If A6 needs to be adjusted either up or down, look for another template with a higher or lower A6 number but with the same A5 number as before!

For instance, A5 is good @ 3.7, but A6 needs to be even sharper than 12.4.  Look for a template with 13.0 for A6 and a 3.7 setting for A5.

Select the template with the hopefully better A5 and A6 settings, re-tune A6, D6 and E6, and run the checks.   Do this as many times as necessary to get good sounding results.

Working with the templates like this should provide enough aural checks to really zero in on really good locations for both A5 and A6.

{Generally speaking, when everything is right, the single octaves in this 5th and 6th octave area, will be stretched nicely, without any ‘fast’ beating in them.   I’ve heard some systems leaving beats in the single octave almost faster than 1 beat per sec. in the treble.  

Of course this system will allow you to put those fast beats in there if you like, but, since my approach and goal is minimal beating, not only do I just not like 1 beat per sec beating in there,  I think that kind of octave beating in the treble is unnecessary.  Trying to ‘bring out’ the treble by adding beats – especially in the 5th and 6th octaves- is to me,  a poor tuning practice.   Maybe that’s what a little lacquer is for – ie. voicing, rather than tuning?}

Last but not least:  A7

Since I always tune A7 as a pure triple octave (8:1) from A4, I knew the mapped setting for A7 as soon as I measured the A4 numbers!

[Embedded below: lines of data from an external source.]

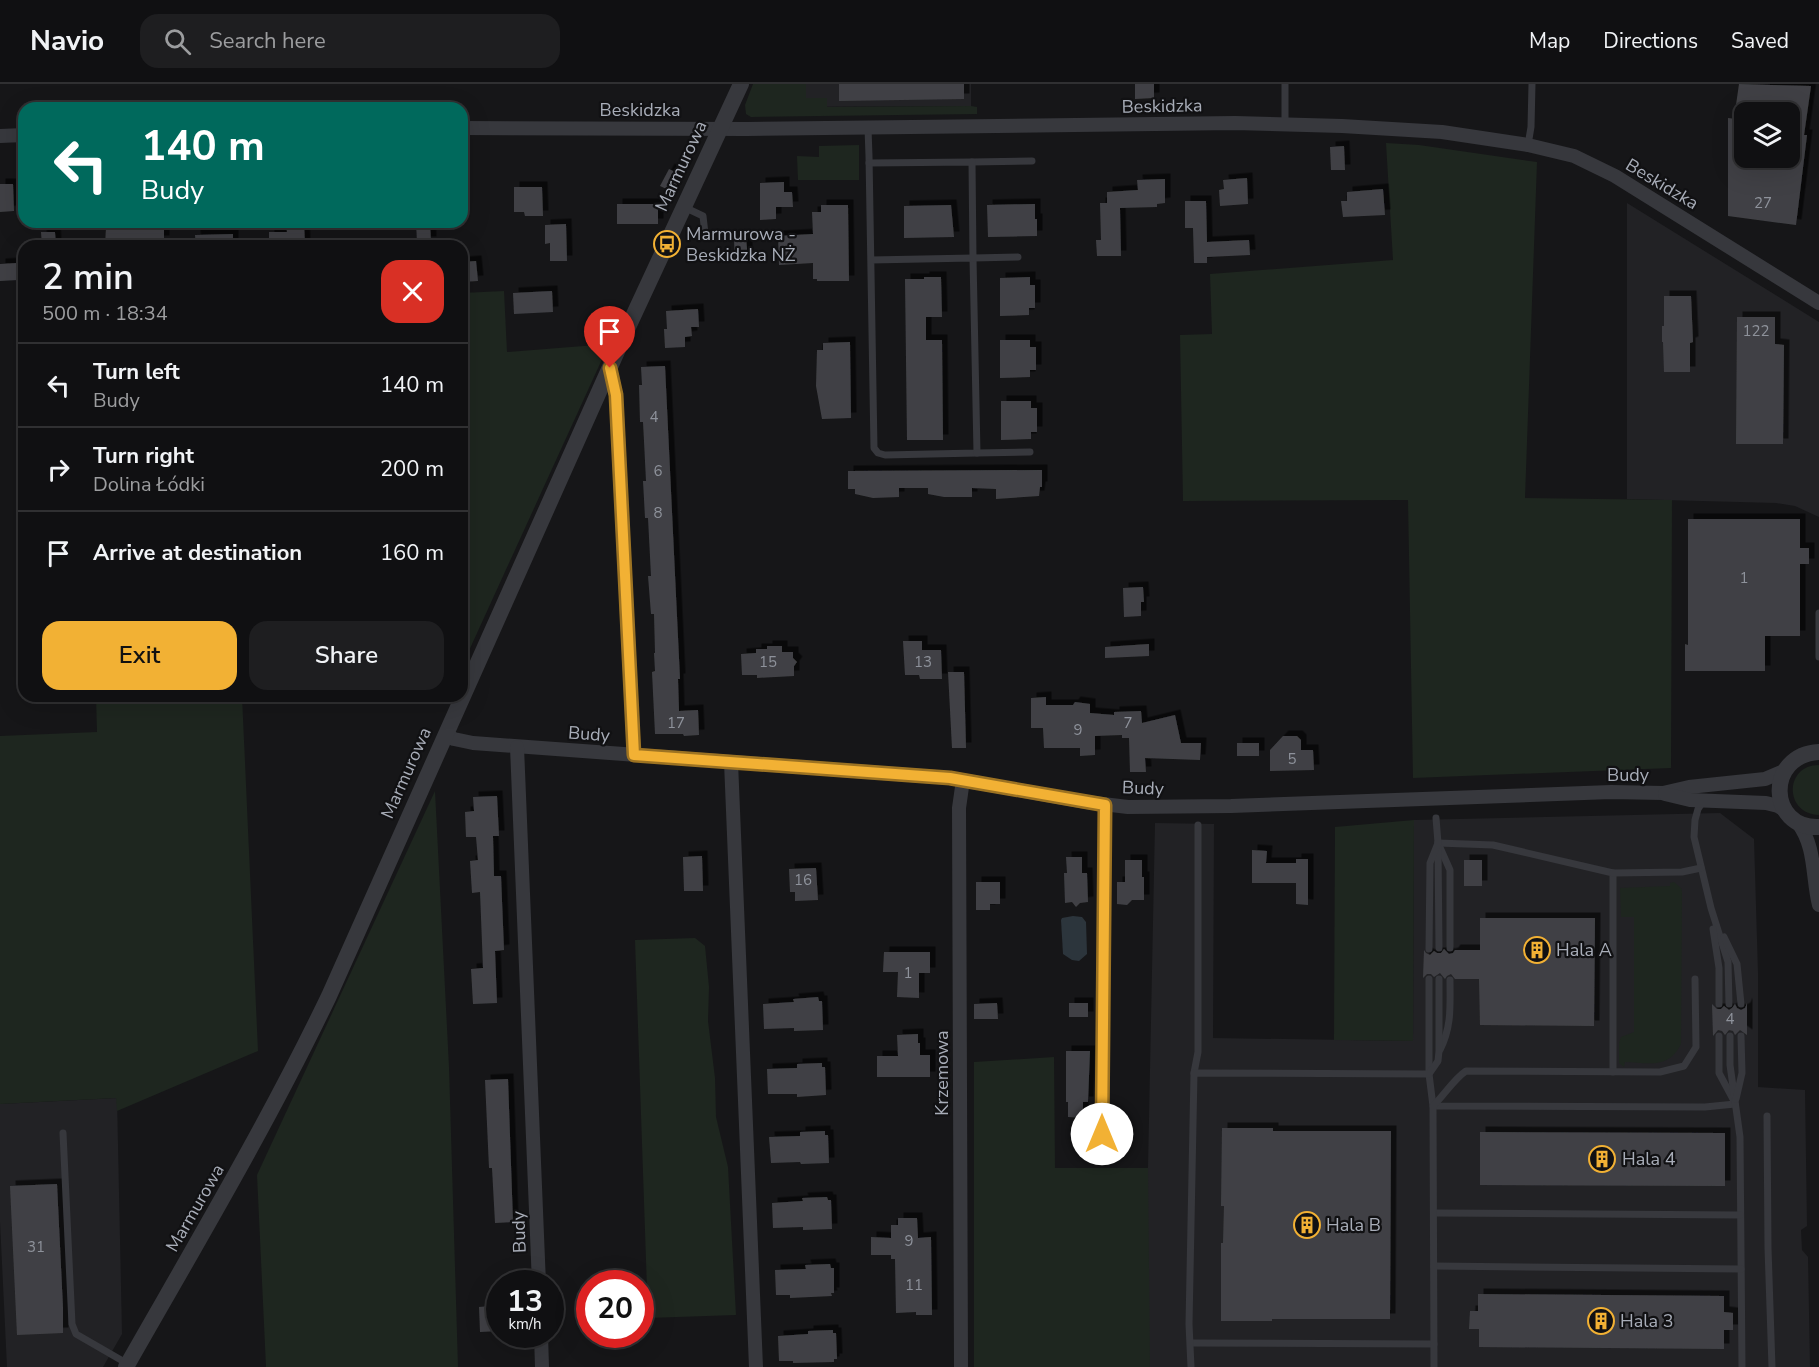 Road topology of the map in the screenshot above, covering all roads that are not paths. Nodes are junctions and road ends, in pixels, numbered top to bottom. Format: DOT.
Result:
graph roads {
  1 [pos="741,84"];
  2 [pos="1285,84"];
  3 [pos="1532,84"];
  4 [pos="1286,124"];
  5 [pos="468,128"];
  6 [pos="721,128"];
  7 [pos="868,128"];
  8 [pos="18,135"];
  9 [pos="0,136"];
  10 [pos="1528,145"];
  11 [pos="1032,161"];
  12 [pos="972,162"];
  13 [pos="869,163"];
  14 [pos="684,207"];
  15 [pos="705,234"];
  16 [pos="1018,257"];
  17 [pos="973,258"];
  18 [pos="871,260"];
  19 [pos="1819,303"];
  20 [pos="610,368"];
  21 [pos="1030,452"];
  22 [pos="978,453"];
  23 [pos="1819,613"];
  24 [pos="1819,657"];
  25 [pos="468,684"];
  26 [pos="460,702"];
  27 [pos="445,735"];
  28 [pos="517,747"];
  29 [pos="1819,752"];
  30 [pos="634,755"];
  31 [pos="731,762"];
  32 [pos="1784,771"];
  33 [pos="963,780"];
  34 [pos="1663,793"];
  35 [pos="1704,801"];
  36 [pos="1105,805"];
  37 [pos="1792,817"];
  38 [pos="1436,818"];
  39 [pos="1198,825"];
  40 [pos="1819,827"];
  41 [pos="1438,843"];
  42 [pos="1701,868"];
  43 [pos="1613,873"];
  44 [pos="1819,905"];
  45 [pos="1711,908"];
  46 [pos="1439,948"];
  47 [pos="1450,948"];
  48 [pos="1428,949"];
  49 [pos="1429,979"];
  50 [pos="1695,979"];
  51 [pos="1439,980"];
  52 [pos="1450,980"];
  53 [pos="1719,1004"];
  54 [pos="1729,1004"];
  55 [pos="1741,1004"];
  56 [pos="1719,1036"];
  57 [pos="1730,1036"];
  58 [pos="1741,1036"];
  59 [pos="1439,1051"];
  60 [pos="1613,1072"];
  61 [pos="1194,1073"];
  62 [pos="1429,1074"];
  63 [pos="1735,1104"];
  64 [pos="1433,1106"];
  65 [pos="1767,1116"];
  66 [pos="63,1133"];
  67 [pos="1102,1157"];
  68 [pos="1434,1213"];
  69 [pos="1740,1215"];
  70 [pos="1434,1266"];
  71 [pos="1741,1269"];
  72 [pos="538,1270"];
  73 [pos="1191,1343"];
  74 [pos="1434,1344"];
  75 [pos="541,1348"];
  76 [pos="127,1366"];
  77 [pos="542,1367"];
  78 [pos="756,1367"];
  79 [pos="961,1367"];
  80 [pos="1191,1367"];
  81 [pos="1434,1367"];
  82 [pos="1742,1367"];
  83 [pos="1772,1367"];
  1 -- 6 [label="street, Marmurowa"];
  2 -- 4 [label="lane"];
  3 -- 10 [label="lane"];
  4 -- 7 [label="street, Beskidzka"];
  4 -- 10 [label="street, Beskidzka"];
  5 -- 6 [label="street, Beskidzka"];
  6 -- 7 [label="street, Beskidzka"];
  6 -- 14 [label="street, Marmurowa"];
  7 -- 13 [label="lane"];
  8 -- 9 [label="street"];
  10 -- 19 [label="street, Beskidzka"];
  11 -- 12 [label="lane"];
  12 -- 13 [label="lane"];
  12 -- 17 [label="lane"];
  13 -- 18 [label="lane"];
  14 -- 15 [label="lane"];
  14 -- 20 [label="street, Marmurowa"];
  16 -- 17 [label="lane"];
  17 -- 18 [label="lane"];
  17 -- 22 [label="lane"];
  18 -- 22 [label="lane"];
  20 -- 25 [label="street, Marmurowa"];
  20 -- 30 [label="street"];
  21 -- 22 [label="lane"];
  23 -- 24 [label="lane"];
  26 -- 27 [label="street, Marmurowa"];
  27 -- 28 [label="street, Budy"];
  27 -- 76 [label="street, Marmurowa"];
  28 -- 30 [label="street, Budy"];
  28 -- 72 [label="street, Budy"];
  29 -- 32 [label="street"];
  30 -- 31 [label="street, Budy"];
  31 -- 33 [label="street, Budy"];
  31 -- 78 [label="street"];
  32 -- 34 [label="street, Budy"];
  32 -- 37 [label="street"];
  33 -- 36 [label="street, Budy"];
  33 -- 79 [label="street, Krzemowa"];
  34 -- 35 [label="street, Budy"];
  34 -- 36 [label="street, Budy"];
  35 -- 37 [label="street, Budy"];
  35 -- 42 [label="lane"];
  36 -- 67 [label="lane"];
  37 -- 40 [label="street"];
  37 -- 44 [label="street"];
  38 -- 41 [label="lane"];
  39 -- 61 [label="lane"];
  41 -- 43 [label="lane"];
  41 -- 46 [label="lane"];
  41 -- 47 [label="lane"];
  41 -- 48 [label="lane"];
  42 -- 43 [label="lane"];
  42 -- 45 [label="lane"];
  43 -- 60 [label="lane"];
  45 -- 53 [label="lane"];
  45 -- 54 [label="lane"];
  45 -- 55 [label="lane"];
  49 -- 62 [label="lane"];
  50 -- 60 [label="lane"];
  51 -- 59 [label="lane"];
  52 -- 59 [label="lane"];
  56 -- 63 [label="lane"];
  57 -- 63 [label="lane"];
  58 -- 63 [label="lane"];
  59 -- 62 [label="lane"];
  60 -- 64 [label="lane"];
  61 -- 62 [label="lane"];
  61 -- 73 [label="lane"];
  62 -- 64 [label="lane"];
  63 -- 64 [label="lane"];
  63 -- 69 [label="lane"];
  64 -- 68 [label="lane"];
  65 -- 83 [label="lane"];
  66 -- 76 [label="lane"];
  68 -- 69 [label="lane"];
  68 -- 70 [label="lane"];
  69 -- 71 [label="lane"];
  70 -- 71 [label="lane"];
  70 -- 74 [label="lane"];
  71 -- 82 [label="lane"];
  73 -- 74 [label="lane"];
  73 -- 80 [label="lane"];
  74 -- 81 [label="lane"];
  75 -- 77 [label="street"];
}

AS above, for this post the A4 numbers are:
4th P = 9.4 c.
8th P = 39.0 c.
2nd P = 2.0 c.
The mapped setting for A3 = 1.9
Final mapped setting for A5 = 3.7
Final mapped setting for A6 = 12.4
Final mapped setting for A7 = 39.0

However, if someone wants to use a different location for A7, LC can accommodate that as well.  So if someone wanted to tune A7 as a triple plus 5 c., or a double octave 5th, or a double octave, as far as LC is concerned, it doesn’t matter. Whatever number is used for the target setting of A7 will be used by LC to create the tuning.

For starters, I suggest sticking with the triple octave position for A7.   It’s easy and the pure triple octave will sound nice up there and be one less measurement and procedure needing to be done.